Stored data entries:
--- START ---
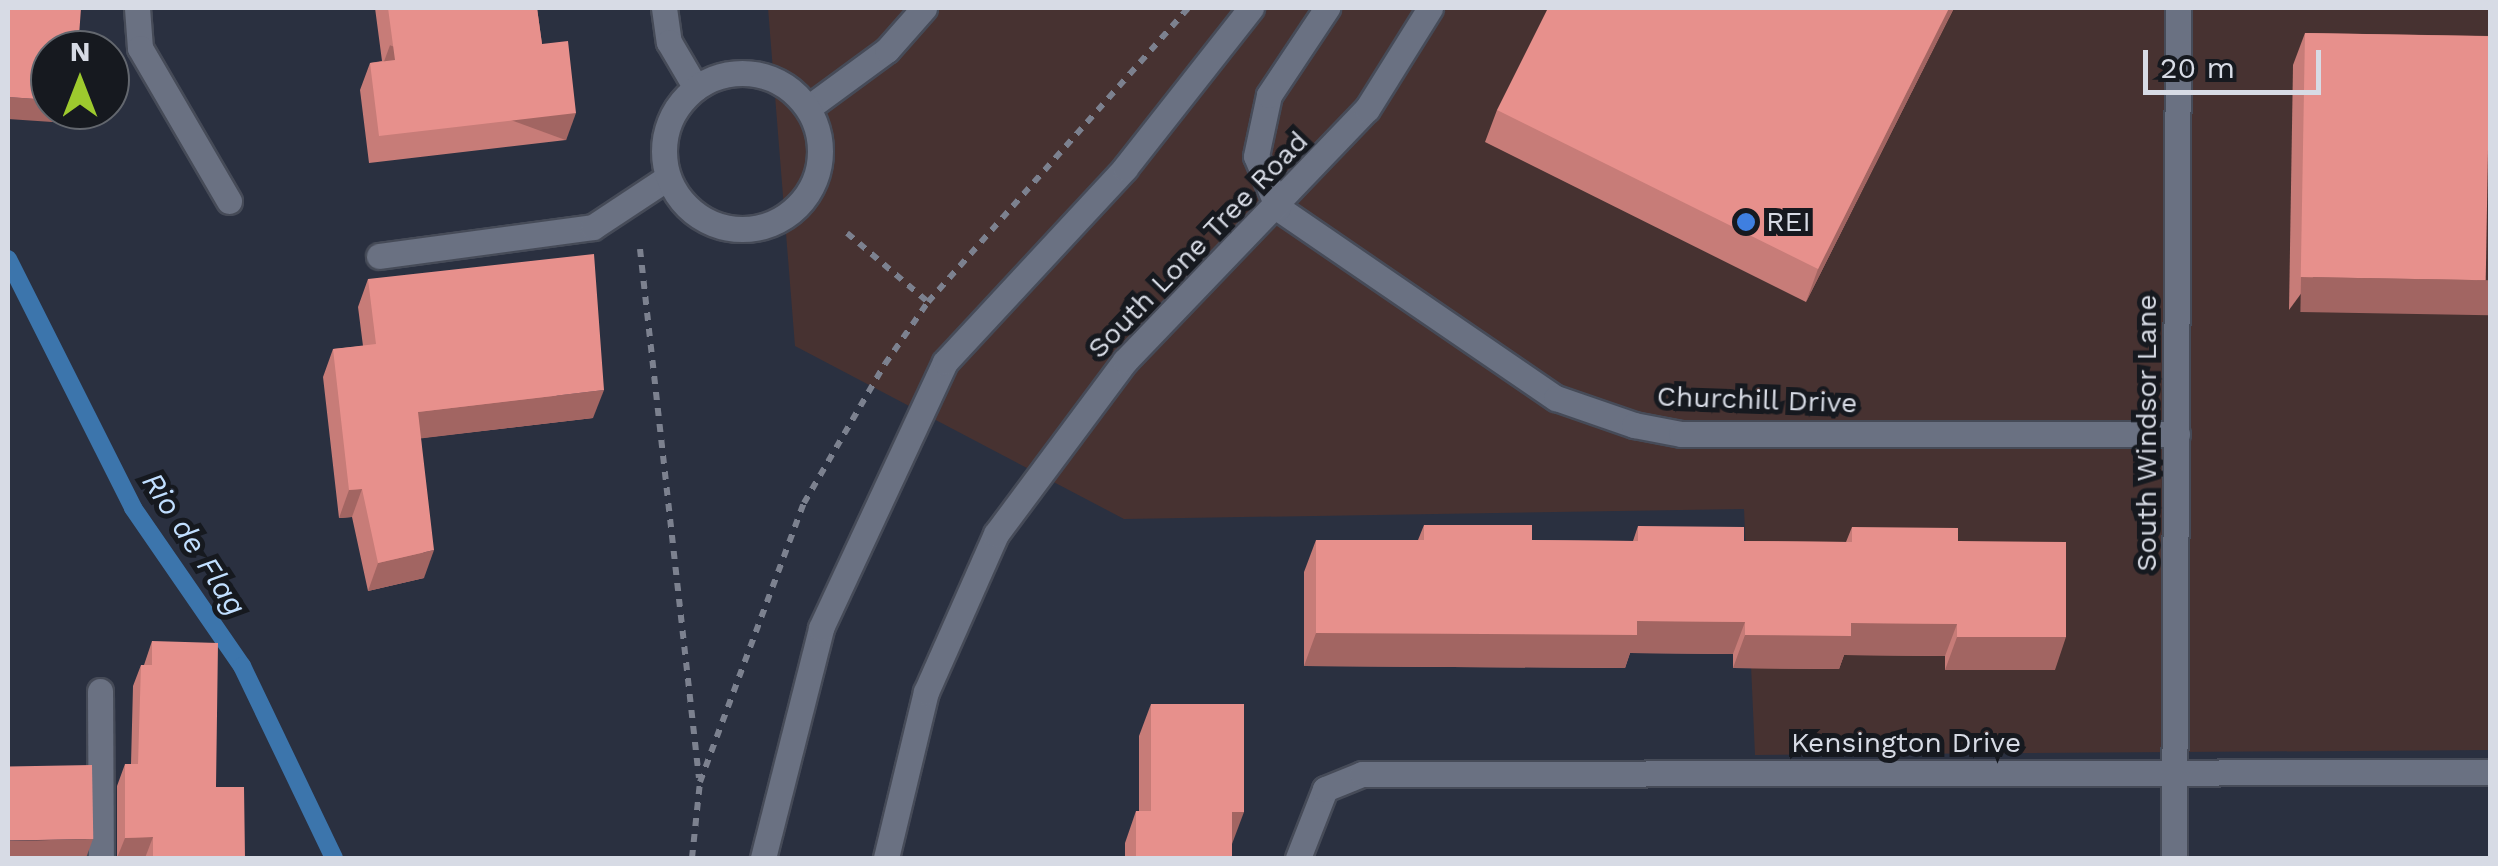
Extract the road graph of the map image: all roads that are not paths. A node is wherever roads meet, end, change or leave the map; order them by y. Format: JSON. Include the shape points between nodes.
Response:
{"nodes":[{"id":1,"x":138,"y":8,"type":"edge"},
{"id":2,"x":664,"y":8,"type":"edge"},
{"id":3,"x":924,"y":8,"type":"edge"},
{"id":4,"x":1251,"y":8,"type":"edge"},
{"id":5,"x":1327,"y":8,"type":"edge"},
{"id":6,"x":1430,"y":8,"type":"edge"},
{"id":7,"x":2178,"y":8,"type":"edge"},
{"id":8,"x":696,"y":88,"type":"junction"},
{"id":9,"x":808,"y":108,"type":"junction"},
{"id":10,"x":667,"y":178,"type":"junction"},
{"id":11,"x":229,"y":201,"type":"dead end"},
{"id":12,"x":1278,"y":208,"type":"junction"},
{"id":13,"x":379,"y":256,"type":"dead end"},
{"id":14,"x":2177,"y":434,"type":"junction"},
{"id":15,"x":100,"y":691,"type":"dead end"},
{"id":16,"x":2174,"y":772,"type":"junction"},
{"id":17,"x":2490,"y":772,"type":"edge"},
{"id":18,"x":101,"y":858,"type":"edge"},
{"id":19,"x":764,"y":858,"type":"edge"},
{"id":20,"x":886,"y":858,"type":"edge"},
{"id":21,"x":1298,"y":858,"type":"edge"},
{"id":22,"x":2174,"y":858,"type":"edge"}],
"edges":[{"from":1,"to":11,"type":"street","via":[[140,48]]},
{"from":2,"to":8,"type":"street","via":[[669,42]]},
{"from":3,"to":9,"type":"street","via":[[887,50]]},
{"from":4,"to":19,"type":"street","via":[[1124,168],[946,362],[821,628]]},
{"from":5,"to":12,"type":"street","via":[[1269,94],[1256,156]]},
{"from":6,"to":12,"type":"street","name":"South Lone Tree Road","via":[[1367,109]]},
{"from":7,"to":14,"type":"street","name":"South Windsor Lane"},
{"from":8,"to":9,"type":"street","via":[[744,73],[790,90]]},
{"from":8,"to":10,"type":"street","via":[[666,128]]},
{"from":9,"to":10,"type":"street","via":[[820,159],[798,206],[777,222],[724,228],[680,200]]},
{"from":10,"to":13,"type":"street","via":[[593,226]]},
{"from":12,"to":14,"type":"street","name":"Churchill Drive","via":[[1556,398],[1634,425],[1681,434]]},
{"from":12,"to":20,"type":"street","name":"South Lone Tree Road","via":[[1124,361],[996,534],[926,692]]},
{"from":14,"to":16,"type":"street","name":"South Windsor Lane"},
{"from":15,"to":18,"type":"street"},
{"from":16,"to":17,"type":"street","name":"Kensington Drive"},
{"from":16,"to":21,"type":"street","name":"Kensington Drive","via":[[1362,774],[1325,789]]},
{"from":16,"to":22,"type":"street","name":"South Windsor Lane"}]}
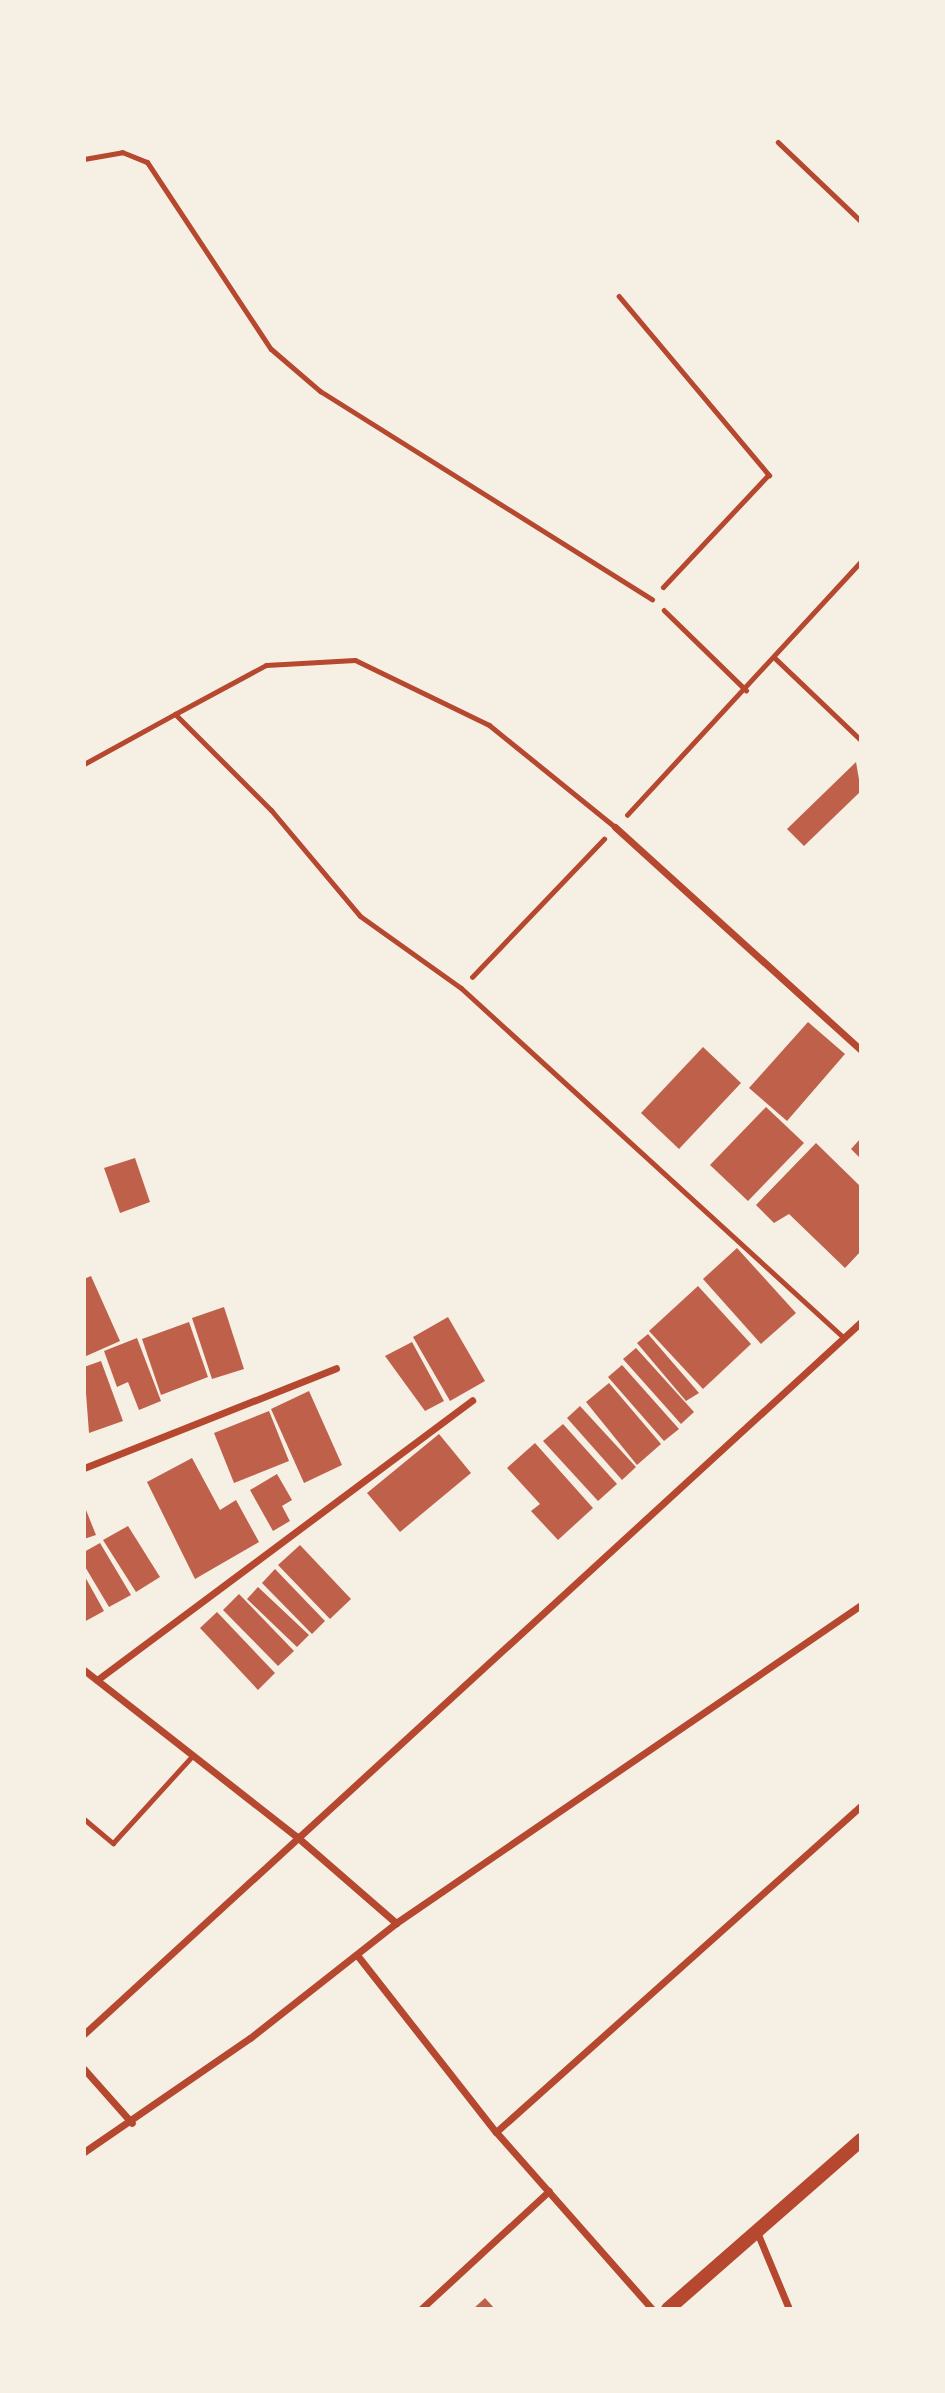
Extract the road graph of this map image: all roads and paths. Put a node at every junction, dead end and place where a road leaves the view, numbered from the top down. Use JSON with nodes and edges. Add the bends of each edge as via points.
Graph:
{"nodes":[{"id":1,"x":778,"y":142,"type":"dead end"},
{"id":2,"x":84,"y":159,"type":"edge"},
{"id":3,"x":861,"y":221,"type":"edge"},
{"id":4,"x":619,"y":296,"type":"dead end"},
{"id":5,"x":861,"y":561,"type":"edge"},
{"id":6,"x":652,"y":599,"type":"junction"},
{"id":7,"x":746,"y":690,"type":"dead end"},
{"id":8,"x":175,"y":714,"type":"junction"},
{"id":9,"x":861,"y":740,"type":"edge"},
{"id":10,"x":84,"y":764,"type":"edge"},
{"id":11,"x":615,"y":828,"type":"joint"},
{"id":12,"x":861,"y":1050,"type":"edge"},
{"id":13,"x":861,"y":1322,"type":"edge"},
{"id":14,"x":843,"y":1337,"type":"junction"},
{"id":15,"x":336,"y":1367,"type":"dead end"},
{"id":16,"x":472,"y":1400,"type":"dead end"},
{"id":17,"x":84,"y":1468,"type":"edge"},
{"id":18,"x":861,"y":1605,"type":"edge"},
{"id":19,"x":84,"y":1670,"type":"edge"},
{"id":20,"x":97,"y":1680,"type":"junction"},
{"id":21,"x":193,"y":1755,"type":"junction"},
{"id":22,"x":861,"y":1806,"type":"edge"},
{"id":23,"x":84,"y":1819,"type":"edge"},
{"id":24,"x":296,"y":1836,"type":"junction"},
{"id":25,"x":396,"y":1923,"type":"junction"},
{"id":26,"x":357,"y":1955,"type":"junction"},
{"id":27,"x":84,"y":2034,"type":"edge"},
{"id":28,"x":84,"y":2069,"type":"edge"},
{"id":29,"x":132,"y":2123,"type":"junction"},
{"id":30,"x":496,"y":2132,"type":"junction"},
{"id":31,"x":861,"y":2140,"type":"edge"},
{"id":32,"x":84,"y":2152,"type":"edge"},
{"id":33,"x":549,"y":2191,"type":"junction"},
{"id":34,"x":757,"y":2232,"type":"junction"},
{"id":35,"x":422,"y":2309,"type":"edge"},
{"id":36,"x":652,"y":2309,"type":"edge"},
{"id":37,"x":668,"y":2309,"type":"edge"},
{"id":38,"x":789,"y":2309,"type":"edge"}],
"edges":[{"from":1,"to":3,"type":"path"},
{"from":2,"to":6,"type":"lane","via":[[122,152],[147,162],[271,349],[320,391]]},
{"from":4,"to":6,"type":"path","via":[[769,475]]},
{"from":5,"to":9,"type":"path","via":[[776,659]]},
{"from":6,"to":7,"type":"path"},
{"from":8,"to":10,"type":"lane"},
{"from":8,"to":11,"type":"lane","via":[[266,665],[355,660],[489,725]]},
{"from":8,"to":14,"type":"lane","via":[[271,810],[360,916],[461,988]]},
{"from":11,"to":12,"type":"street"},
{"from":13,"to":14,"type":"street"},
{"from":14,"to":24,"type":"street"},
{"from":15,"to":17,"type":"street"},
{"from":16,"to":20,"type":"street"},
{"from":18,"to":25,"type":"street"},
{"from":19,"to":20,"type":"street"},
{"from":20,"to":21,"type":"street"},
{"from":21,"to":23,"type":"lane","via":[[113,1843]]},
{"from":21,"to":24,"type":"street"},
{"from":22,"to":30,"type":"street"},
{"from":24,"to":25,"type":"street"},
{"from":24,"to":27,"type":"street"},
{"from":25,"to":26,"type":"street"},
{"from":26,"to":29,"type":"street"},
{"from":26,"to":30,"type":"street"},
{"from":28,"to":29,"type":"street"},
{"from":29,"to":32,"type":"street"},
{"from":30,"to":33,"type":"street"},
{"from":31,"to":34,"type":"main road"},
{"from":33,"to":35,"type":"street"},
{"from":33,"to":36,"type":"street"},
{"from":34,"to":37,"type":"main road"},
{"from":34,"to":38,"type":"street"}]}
--- END ---
Problem: Retype the lines above exactly, no pictures.

Reply to the task:
Extract the road graph of the map image: all roads that are not paths. A node is wherever roads meet, end, change or leave the map; order them by y. Format: JSON. Include the shape points between nodes.
Response:
{"nodes":[{"id":1,"x":138,"y":8,"type":"edge"},
{"id":2,"x":664,"y":8,"type":"edge"},
{"id":3,"x":924,"y":8,"type":"edge"},
{"id":4,"x":1251,"y":8,"type":"edge"},
{"id":5,"x":1327,"y":8,"type":"edge"},
{"id":6,"x":1430,"y":8,"type":"edge"},
{"id":7,"x":2178,"y":8,"type":"edge"},
{"id":8,"x":696,"y":88,"type":"junction"},
{"id":9,"x":808,"y":108,"type":"junction"},
{"id":10,"x":667,"y":178,"type":"junction"},
{"id":11,"x":229,"y":201,"type":"dead end"},
{"id":12,"x":1278,"y":208,"type":"junction"},
{"id":13,"x":379,"y":256,"type":"dead end"},
{"id":14,"x":2177,"y":434,"type":"junction"},
{"id":15,"x":100,"y":691,"type":"dead end"},
{"id":16,"x":2174,"y":772,"type":"junction"},
{"id":17,"x":2490,"y":772,"type":"edge"},
{"id":18,"x":101,"y":858,"type":"edge"},
{"id":19,"x":764,"y":858,"type":"edge"},
{"id":20,"x":886,"y":858,"type":"edge"},
{"id":21,"x":1298,"y":858,"type":"edge"},
{"id":22,"x":2174,"y":858,"type":"edge"}],
"edges":[{"from":1,"to":11,"type":"street","via":[[140,48]]},
{"from":2,"to":8,"type":"street","via":[[669,42]]},
{"from":3,"to":9,"type":"street","via":[[887,50]]},
{"from":4,"to":19,"type":"street","via":[[1124,168],[946,362],[821,628]]},
{"from":5,"to":12,"type":"street","via":[[1269,94],[1256,156]]},
{"from":6,"to":12,"type":"street","name":"South Lone Tree Road","via":[[1367,109]]},
{"from":7,"to":14,"type":"street","name":"South Windsor Lane"},
{"from":8,"to":9,"type":"street","via":[[744,73],[790,90]]},
{"from":8,"to":10,"type":"street","via":[[666,128]]},
{"from":9,"to":10,"type":"street","via":[[820,159],[798,206],[777,222],[724,228],[680,200]]},
{"from":10,"to":13,"type":"street","via":[[593,226]]},
{"from":12,"to":14,"type":"street","name":"Churchill Drive","via":[[1556,398],[1634,425],[1681,434]]},
{"from":12,"to":20,"type":"street","name":"South Lone Tree Road","via":[[1124,361],[996,534],[926,692]]},
{"from":14,"to":16,"type":"street","name":"South Windsor Lane"},
{"from":15,"to":18,"type":"street"},
{"from":16,"to":17,"type":"street","name":"Kensington Drive"},
{"from":16,"to":21,"type":"street","name":"Kensington Drive","via":[[1362,774],[1325,789]]},
{"from":16,"to":22,"type":"street","name":"South Windsor Lane"}]}
Extract the road graph of this map image: all roads and paths. Put a node at every junction, dead end and place where a road leaves the view, numbered from the top down. Use JSON with nodes and edges. Add the bends of each edge as via points.
Graph:
{"nodes":[{"id":1,"x":778,"y":142,"type":"dead end"},
{"id":2,"x":84,"y":159,"type":"edge"},
{"id":3,"x":861,"y":221,"type":"edge"},
{"id":4,"x":619,"y":296,"type":"dead end"},
{"id":5,"x":861,"y":561,"type":"edge"},
{"id":6,"x":652,"y":599,"type":"junction"},
{"id":7,"x":746,"y":690,"type":"dead end"},
{"id":8,"x":175,"y":714,"type":"junction"},
{"id":9,"x":861,"y":740,"type":"edge"},
{"id":10,"x":84,"y":764,"type":"edge"},
{"id":11,"x":615,"y":828,"type":"joint"},
{"id":12,"x":861,"y":1050,"type":"edge"},
{"id":13,"x":861,"y":1322,"type":"edge"},
{"id":14,"x":843,"y":1337,"type":"junction"},
{"id":15,"x":336,"y":1367,"type":"dead end"},
{"id":16,"x":472,"y":1400,"type":"dead end"},
{"id":17,"x":84,"y":1468,"type":"edge"},
{"id":18,"x":861,"y":1605,"type":"edge"},
{"id":19,"x":84,"y":1670,"type":"edge"},
{"id":20,"x":97,"y":1680,"type":"junction"},
{"id":21,"x":193,"y":1755,"type":"junction"},
{"id":22,"x":861,"y":1806,"type":"edge"},
{"id":23,"x":84,"y":1819,"type":"edge"},
{"id":24,"x":296,"y":1836,"type":"junction"},
{"id":25,"x":396,"y":1923,"type":"junction"},
{"id":26,"x":357,"y":1955,"type":"junction"},
{"id":27,"x":84,"y":2034,"type":"edge"},
{"id":28,"x":84,"y":2069,"type":"edge"},
{"id":29,"x":132,"y":2123,"type":"junction"},
{"id":30,"x":496,"y":2132,"type":"junction"},
{"id":31,"x":861,"y":2140,"type":"edge"},
{"id":32,"x":84,"y":2152,"type":"edge"},
{"id":33,"x":549,"y":2191,"type":"junction"},
{"id":34,"x":757,"y":2232,"type":"junction"},
{"id":35,"x":422,"y":2309,"type":"edge"},
{"id":36,"x":652,"y":2309,"type":"edge"},
{"id":37,"x":668,"y":2309,"type":"edge"},
{"id":38,"x":789,"y":2309,"type":"edge"}],
"edges":[{"from":1,"to":3,"type":"path"},
{"from":2,"to":6,"type":"lane","via":[[122,152],[147,162],[271,349],[320,391]]},
{"from":4,"to":6,"type":"path","via":[[769,475]]},
{"from":5,"to":9,"type":"path","via":[[776,659]]},
{"from":6,"to":7,"type":"path"},
{"from":8,"to":10,"type":"lane"},
{"from":8,"to":11,"type":"lane","via":[[266,665],[355,660],[489,725]]},
{"from":8,"to":14,"type":"lane","via":[[271,810],[360,916],[461,988]]},
{"from":11,"to":12,"type":"street"},
{"from":13,"to":14,"type":"street"},
{"from":14,"to":24,"type":"street"},
{"from":15,"to":17,"type":"street"},
{"from":16,"to":20,"type":"street"},
{"from":18,"to":25,"type":"street"},
{"from":19,"to":20,"type":"street"},
{"from":20,"to":21,"type":"street"},
{"from":21,"to":23,"type":"lane","via":[[113,1843]]},
{"from":21,"to":24,"type":"street"},
{"from":22,"to":30,"type":"street"},
{"from":24,"to":25,"type":"street"},
{"from":24,"to":27,"type":"street"},
{"from":25,"to":26,"type":"street"},
{"from":26,"to":29,"type":"street"},
{"from":26,"to":30,"type":"street"},
{"from":28,"to":29,"type":"street"},
{"from":29,"to":32,"type":"street"},
{"from":30,"to":33,"type":"street"},
{"from":31,"to":34,"type":"main road"},
{"from":33,"to":35,"type":"street"},
{"from":33,"to":36,"type":"street"},
{"from":34,"to":37,"type":"main road"},
{"from":34,"to":38,"type":"street"}]}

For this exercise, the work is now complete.